Robert Earl Council, a Limestone Correctional Facility inmate who has organized and enacted hunger strikes to draw attention to conditions in the state’s prisons, alleges in his suit that Lt. Jeremy Pelzer is threatening his life and asking other inmates who are gang members to kill Council.
According to the suit, Lt. Pelzer told other inmates about Council, “Even if y’all killed him I’ll make sure nothing happens to y’all.”
The Alabama Department of Corrections said that it could not comment on ongoing litigation. The state has yet to make a response in the lawsuit that was filed on November 9.
Andrew Menefee, an attorney for Council, said his client has faced retaliation and death threats from guards since 2019.
“They keep doing it to him because he’s willing to speak out about the horrible conditions going on in the Alabama prison system,” Menefee said.

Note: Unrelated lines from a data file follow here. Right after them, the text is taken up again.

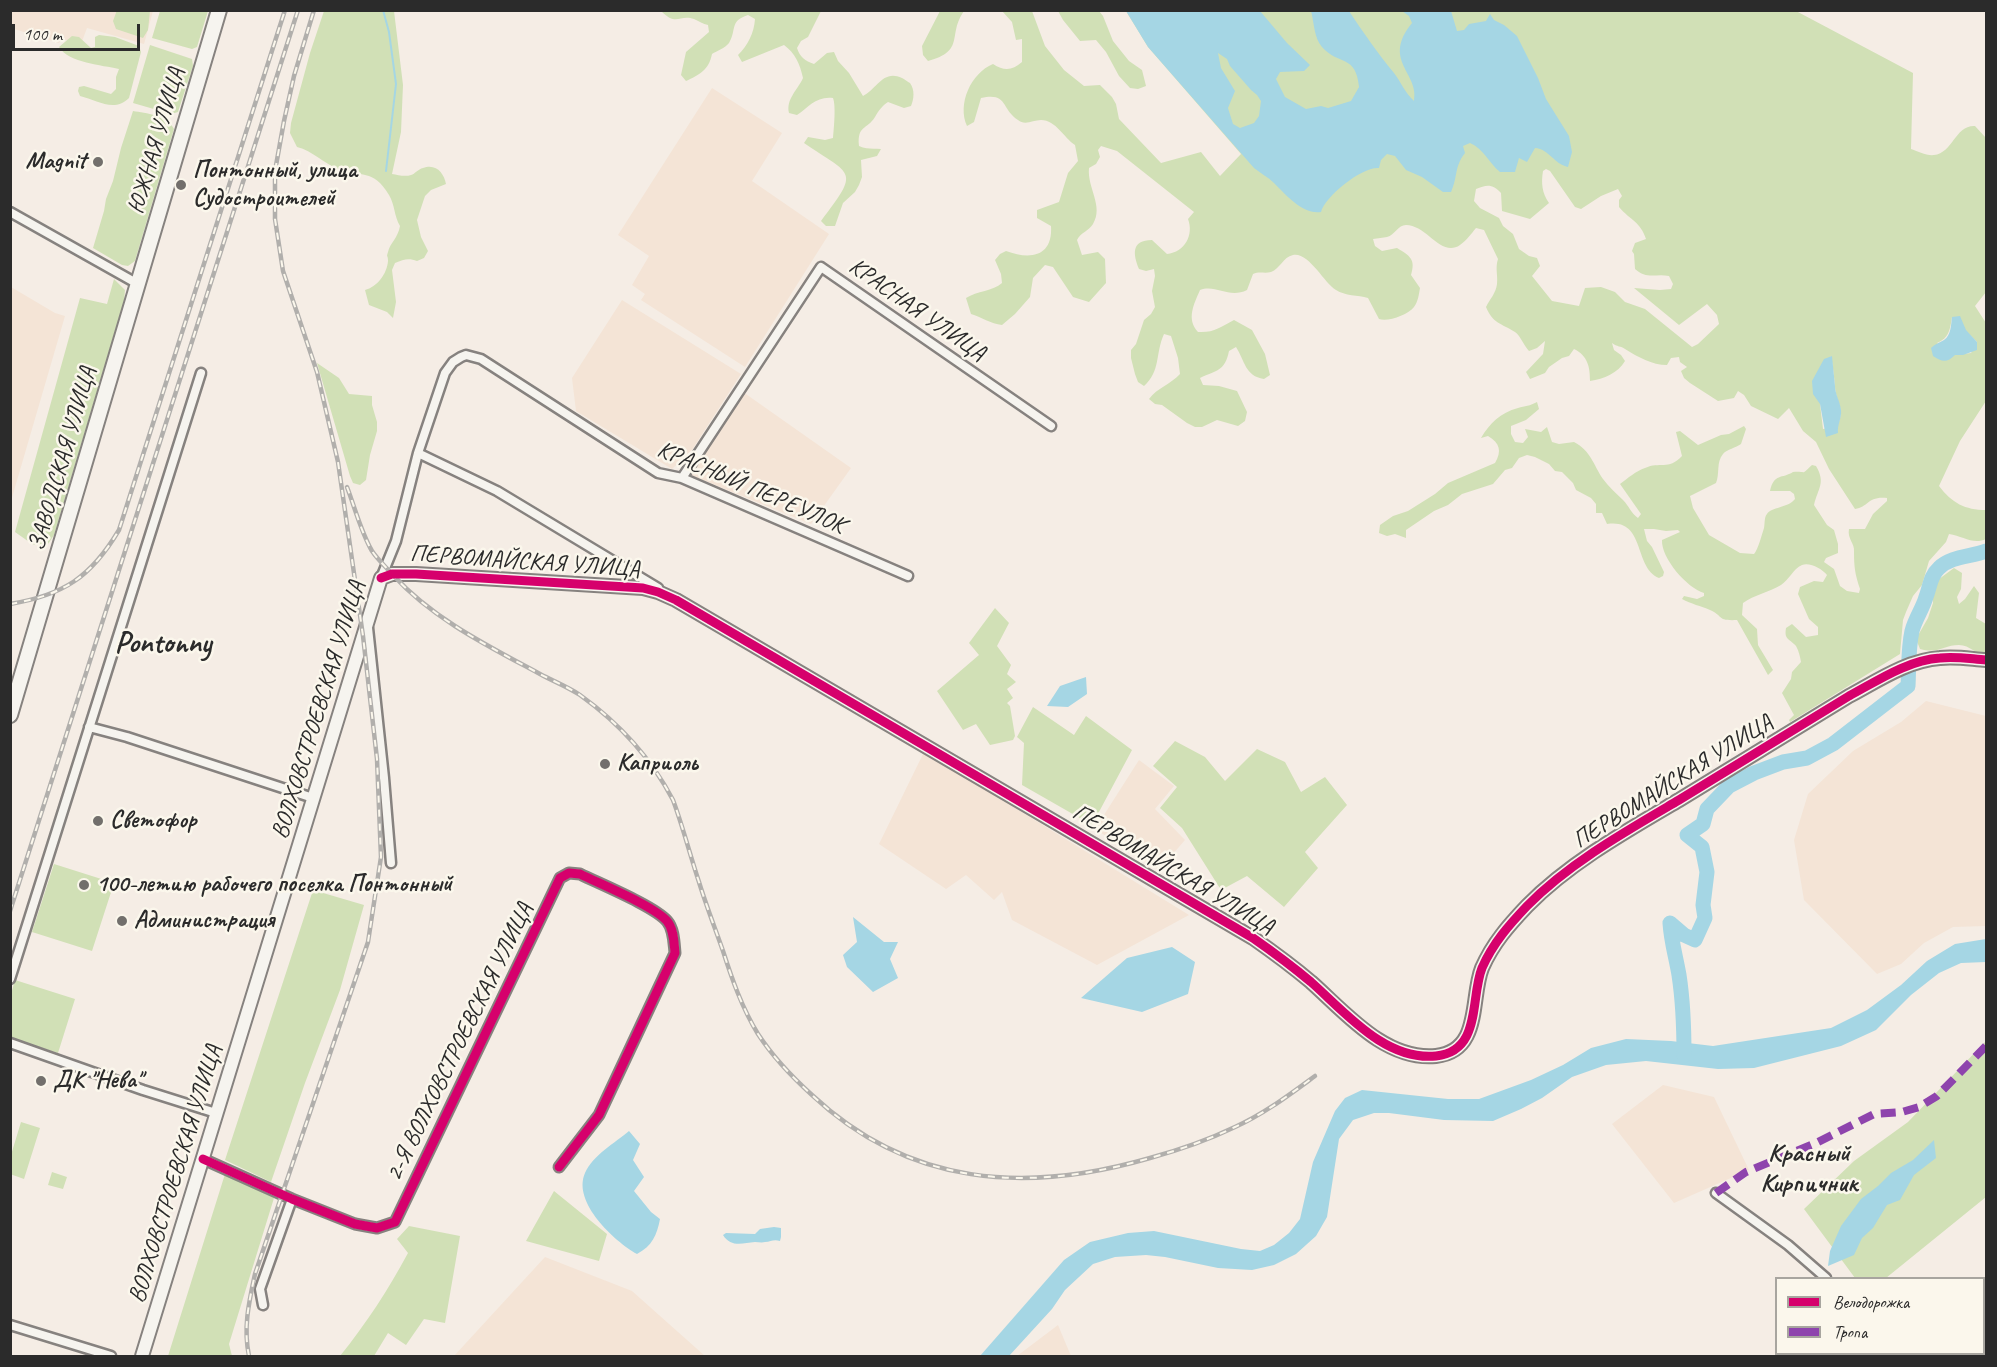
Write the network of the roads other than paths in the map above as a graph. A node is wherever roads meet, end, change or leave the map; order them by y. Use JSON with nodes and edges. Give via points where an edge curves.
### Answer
{"nodes":[{"id":1,"x":219,"y":10,"type":"edge"},
{"id":2,"x":10,"y":212,"type":"edge"},
{"id":3,"x":138,"y":284,"type":"junction"},
{"id":4,"x":460,"y":357,"type":"joint"},
{"id":5,"x":201,"y":373,"type":"dead end"},
{"id":6,"x":1051,"y":426,"type":"dead end"},
{"id":7,"x":418,"y":453,"type":"junction"},
{"id":8,"x":682,"y":478,"type":"junction"},
{"id":9,"x":908,"y":576,"type":"dead end"},
{"id":10,"x":381,"y":578,"type":"junction"},
{"id":11,"x":676,"y":600,"type":"junction"},
{"id":12,"x":368,"y":622,"type":"junction"},
{"id":13,"x":1986,"y":660,"type":"edge"},
{"id":14,"x":10,"y":715,"type":"edge"},
{"id":15,"x":89,"y":728,"type":"junction"},
{"id":16,"x":313,"y":798,"type":"junction"},
{"id":17,"x":391,"y":863,"type":"dead end"},
{"id":18,"x":10,"y":979,"type":"edge"},
{"id":19,"x":10,"y":1043,"type":"edge"},
{"id":20,"x":216,"y":1113,"type":"junction"},
{"id":21,"x":203,"y":1159,"type":"junction"},
{"id":22,"x":559,"y":1167,"type":"dead end"},
{"id":23,"x":1716,"y":1193,"type":"dead end"},
{"id":24,"x":291,"y":1199,"type":"junction"},
{"id":25,"x":1825,"y":1277,"type":"edge"},
{"id":26,"x":262,"y":1305,"type":"dead end"},
{"id":27,"x":10,"y":1325,"type":"edge"},
{"id":28,"x":111,"y":1356,"type":"edge"},
{"id":29,"x":142,"y":1356,"type":"edge"}],
"edges":[{"from":1,"to":3,"type":"main road","name":"ЮЖНАЯ УЛИЦА"},
{"from":2,"to":3,"type":"street"},
{"from":3,"to":14,"type":"main road","name":"ЗАВОДСКАЯ УЛИЦА"},
{"from":4,"to":7,"type":"street","name":"ВОЛХОВСТРОЕВСКАЯ УЛИЦА","via":[[445,373]]},
{"from":4,"to":8,"type":"street","name":"КРАСНЫЙ ПЕРЕУЛОК","via":[[481,359],[658,473]]},
{"from":5,"to":15,"type":"street"},
{"from":6,"to":8,"type":"street","name":"КРАСНАЯ УЛИЦА","via":[[820,267]]},
{"from":7,"to":10,"type":"street","name":"ВОЛХОВСТРОЕВСКАЯ УЛИЦА","via":[[396,541]]},
{"from":7,"to":11,"type":"street","via":[[497,491]]},
{"from":8,"to":9,"type":"street","name":"КРАСНЫЙ ПЕРЕУЛОК"},
{"from":10,"to":11,"type":"street","name":"ПЕРВОМАЙСКАЯ УЛИЦА","via":[[416,574],[643,588]]},
{"from":10,"to":12,"type":"street","name":"ВОЛХОВСТРОЕВСКАЯ УЛИЦА"},
{"from":11,"to":13,"type":"street","name":"ПЕРВОМАЙСКАЯ УЛИЦА","via":[[1253,938],[1382,1042],[1428,1056],[1451,1052],[1466,1038],[1473,1023],[1481,971],[1500,935],[1585,858],[1894,672],[1938,657]]},
{"from":12,"to":16,"type":"street","name":"ВОЛХОВСТРОЕВСКАЯ УЛИЦА"},
{"from":12,"to":17,"type":"street"},
{"from":15,"to":16,"type":"street"},
{"from":15,"to":18,"type":"street"},
{"from":16,"to":20,"type":"street","name":"ВОЛХОВСТРОЕВСКАЯ УЛИЦА"},
{"from":19,"to":20,"type":"street"},
{"from":20,"to":21,"type":"street","name":"ВОЛХОВСТРОЕВСКАЯ УЛИЦА"},
{"from":21,"to":24,"type":"street"},
{"from":21,"to":29,"type":"street","name":"ВОЛХОВСТРОЕВСКАЯ УЛИЦА"},
{"from":22,"to":24,"type":"street","name":"2-Я ВОЛХОВСТРОЕВСКАЯ УЛИЦА","via":[[599,1115],[675,953],[669,923],[657,913],[580,874],[569,873],[560,878],[395,1222],[377,1228],[355,1224]]},
{"from":23,"to":25,"type":"street"},
{"from":24,"to":26,"type":"street","via":[[260,1289]]},
{"from":27,"to":28,"type":"street"}]}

Council is the co-founder of the prison advocacy group Free Alabama Movement and has sued Alabama prisons dozens of times.
Council’s suit this month further alleges that officers routinely use sham disciplinary hearings to cover up their excessive use of force against inmates. According to the suit, Council has been placed in solitary confinement as a form of punishment for speaking out about prison conditions.
According to his attorney, Council has been locked in solitary for up to eight months at a time and for a total of seven years during his time in Alabama prisons.
The suit asks for Council to be moved out of Limestone and for Lt. Pelzer to be investigated by the Alabama Department of Corrections. It also requests that a 3-person panel be created to oversee any disciplinary actions taken against Council in the future.
The suit names corrections officials John Hamm, Commissioner, Dr. Wendy Williams, Deputy Commissioner for men’s services, Edward Ellington, Institutional Coordinator, and Wardens Williams Streeter and Chadwick Crabtree.
A hearing in the case will be held on November 30.
The U.S. Department of Justice sued Alabama in 2019 over unconstitutional conditions in the state’s federal prisons. In 2021, the department filed another complaint stating that the conditions in Alabama prisons had not improved. The state remains under a court order to improve conditions in its prisons and is struggling to address staffing shortages as a part of its requirements.